▸ **YOUR ASSIGNMENT**
Word for word, print each record, dropping any image it holds.

*** Opening DATASET ENTRIES ***

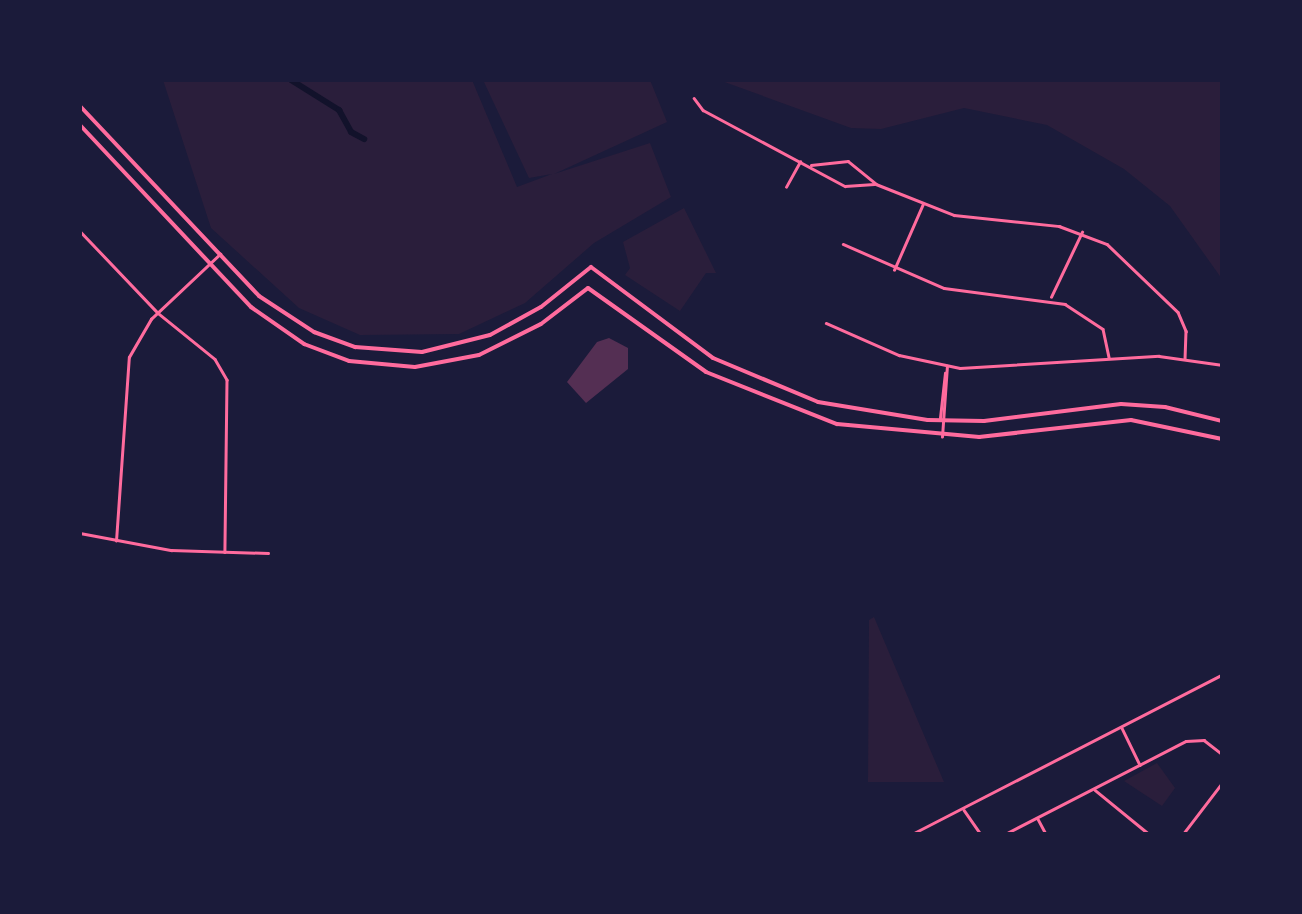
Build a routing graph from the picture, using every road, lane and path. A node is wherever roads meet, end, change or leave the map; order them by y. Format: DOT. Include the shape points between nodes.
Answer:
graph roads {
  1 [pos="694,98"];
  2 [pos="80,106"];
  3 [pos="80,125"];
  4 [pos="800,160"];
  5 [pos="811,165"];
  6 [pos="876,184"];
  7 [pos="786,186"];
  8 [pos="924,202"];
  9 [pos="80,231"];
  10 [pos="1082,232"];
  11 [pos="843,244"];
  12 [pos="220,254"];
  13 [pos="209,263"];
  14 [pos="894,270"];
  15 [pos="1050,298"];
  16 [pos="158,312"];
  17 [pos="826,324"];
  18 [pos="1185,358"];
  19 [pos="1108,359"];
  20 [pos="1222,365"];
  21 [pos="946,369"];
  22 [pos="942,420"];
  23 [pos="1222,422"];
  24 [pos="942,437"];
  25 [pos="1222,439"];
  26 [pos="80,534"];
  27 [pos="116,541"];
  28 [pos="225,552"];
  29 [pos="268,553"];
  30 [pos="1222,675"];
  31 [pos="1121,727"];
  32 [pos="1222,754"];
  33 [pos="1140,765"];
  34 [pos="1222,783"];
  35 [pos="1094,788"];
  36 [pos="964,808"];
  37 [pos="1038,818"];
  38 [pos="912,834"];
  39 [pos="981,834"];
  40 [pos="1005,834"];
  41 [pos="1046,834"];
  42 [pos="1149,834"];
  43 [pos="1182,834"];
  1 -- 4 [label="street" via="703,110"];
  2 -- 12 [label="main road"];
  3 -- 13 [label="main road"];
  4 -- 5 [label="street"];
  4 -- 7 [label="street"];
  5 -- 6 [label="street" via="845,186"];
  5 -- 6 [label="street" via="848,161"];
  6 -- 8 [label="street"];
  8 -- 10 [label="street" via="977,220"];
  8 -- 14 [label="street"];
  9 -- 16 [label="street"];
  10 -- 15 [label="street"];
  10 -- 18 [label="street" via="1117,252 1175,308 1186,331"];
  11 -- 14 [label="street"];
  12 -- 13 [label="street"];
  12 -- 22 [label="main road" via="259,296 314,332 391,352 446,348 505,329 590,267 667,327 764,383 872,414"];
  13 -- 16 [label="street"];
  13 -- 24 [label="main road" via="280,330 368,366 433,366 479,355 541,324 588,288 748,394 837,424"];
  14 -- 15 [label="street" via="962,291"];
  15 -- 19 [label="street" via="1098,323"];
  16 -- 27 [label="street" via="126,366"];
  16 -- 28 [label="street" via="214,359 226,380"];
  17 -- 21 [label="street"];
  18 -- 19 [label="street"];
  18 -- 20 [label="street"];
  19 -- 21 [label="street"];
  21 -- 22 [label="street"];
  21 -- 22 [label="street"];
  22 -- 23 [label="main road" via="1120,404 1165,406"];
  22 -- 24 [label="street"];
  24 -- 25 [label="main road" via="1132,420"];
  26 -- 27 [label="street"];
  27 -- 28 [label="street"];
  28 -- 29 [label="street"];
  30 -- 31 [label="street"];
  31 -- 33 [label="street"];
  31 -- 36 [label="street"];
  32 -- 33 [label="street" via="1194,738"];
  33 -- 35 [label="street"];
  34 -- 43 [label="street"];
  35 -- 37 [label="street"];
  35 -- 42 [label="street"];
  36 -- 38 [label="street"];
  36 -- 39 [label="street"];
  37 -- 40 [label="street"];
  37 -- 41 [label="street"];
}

*** Closing DATASET ENTRIES ***

▸ **EXERCISE ANSWER**
Build a routing graph from the picture, using every road, lane and path. A node is wherever roads meet, end, change or leave the map; order them by y. Format: DOT. Include the shape points between nodes.
Answer:
graph roads {
  1 [pos="694,98"];
  2 [pos="80,106"];
  3 [pos="80,125"];
  4 [pos="800,160"];
  5 [pos="811,165"];
  6 [pos="876,184"];
  7 [pos="786,186"];
  8 [pos="924,202"];
  9 [pos="80,231"];
  10 [pos="1082,232"];
  11 [pos="843,244"];
  12 [pos="220,254"];
  13 [pos="209,263"];
  14 [pos="894,270"];
  15 [pos="1050,298"];
  16 [pos="158,312"];
  17 [pos="826,324"];
  18 [pos="1185,358"];
  19 [pos="1108,359"];
  20 [pos="1222,365"];
  21 [pos="946,369"];
  22 [pos="942,420"];
  23 [pos="1222,422"];
  24 [pos="942,437"];
  25 [pos="1222,439"];
  26 [pos="80,534"];
  27 [pos="116,541"];
  28 [pos="225,552"];
  29 [pos="268,553"];
  30 [pos="1222,675"];
  31 [pos="1121,727"];
  32 [pos="1222,754"];
  33 [pos="1140,765"];
  34 [pos="1222,783"];
  35 [pos="1094,788"];
  36 [pos="964,808"];
  37 [pos="1038,818"];
  38 [pos="912,834"];
  39 [pos="981,834"];
  40 [pos="1005,834"];
  41 [pos="1046,834"];
  42 [pos="1149,834"];
  43 [pos="1182,834"];
  1 -- 4 [label="street" via="703,110"];
  2 -- 12 [label="main road"];
  3 -- 13 [label="main road"];
  4 -- 5 [label="street"];
  4 -- 7 [label="street"];
  5 -- 6 [label="street" via="845,186"];
  5 -- 6 [label="street" via="848,161"];
  6 -- 8 [label="street"];
  8 -- 10 [label="street" via="977,220"];
  8 -- 14 [label="street"];
  9 -- 16 [label="street"];
  10 -- 15 [label="street"];
  10 -- 18 [label="street" via="1117,252 1175,308 1186,331"];
  11 -- 14 [label="street"];
  12 -- 13 [label="street"];
  12 -- 22 [label="main road" via="259,296 314,332 391,352 446,348 505,329 590,267 667,327 764,383 872,414"];
  13 -- 16 [label="street"];
  13 -- 24 [label="main road" via="280,330 368,366 433,366 479,355 541,324 588,288 748,394 837,424"];
  14 -- 15 [label="street" via="962,291"];
  15 -- 19 [label="street" via="1098,323"];
  16 -- 27 [label="street" via="126,366"];
  16 -- 28 [label="street" via="214,359 226,380"];
  17 -- 21 [label="street"];
  18 -- 19 [label="street"];
  18 -- 20 [label="street"];
  19 -- 21 [label="street"];
  21 -- 22 [label="street"];
  21 -- 22 [label="street"];
  22 -- 23 [label="main road" via="1120,404 1165,406"];
  22 -- 24 [label="street"];
  24 -- 25 [label="main road" via="1132,420"];
  26 -- 27 [label="street"];
  27 -- 28 [label="street"];
  28 -- 29 [label="street"];
  30 -- 31 [label="street"];
  31 -- 33 [label="street"];
  31 -- 36 [label="street"];
  32 -- 33 [label="street" via="1194,738"];
  33 -- 35 [label="street"];
  34 -- 43 [label="street"];
  35 -- 37 [label="street"];
  35 -- 42 [label="street"];
  36 -- 38 [label="street"];
  36 -- 39 [label="street"];
  37 -- 40 [label="street"];
  37 -- 41 [label="street"];
}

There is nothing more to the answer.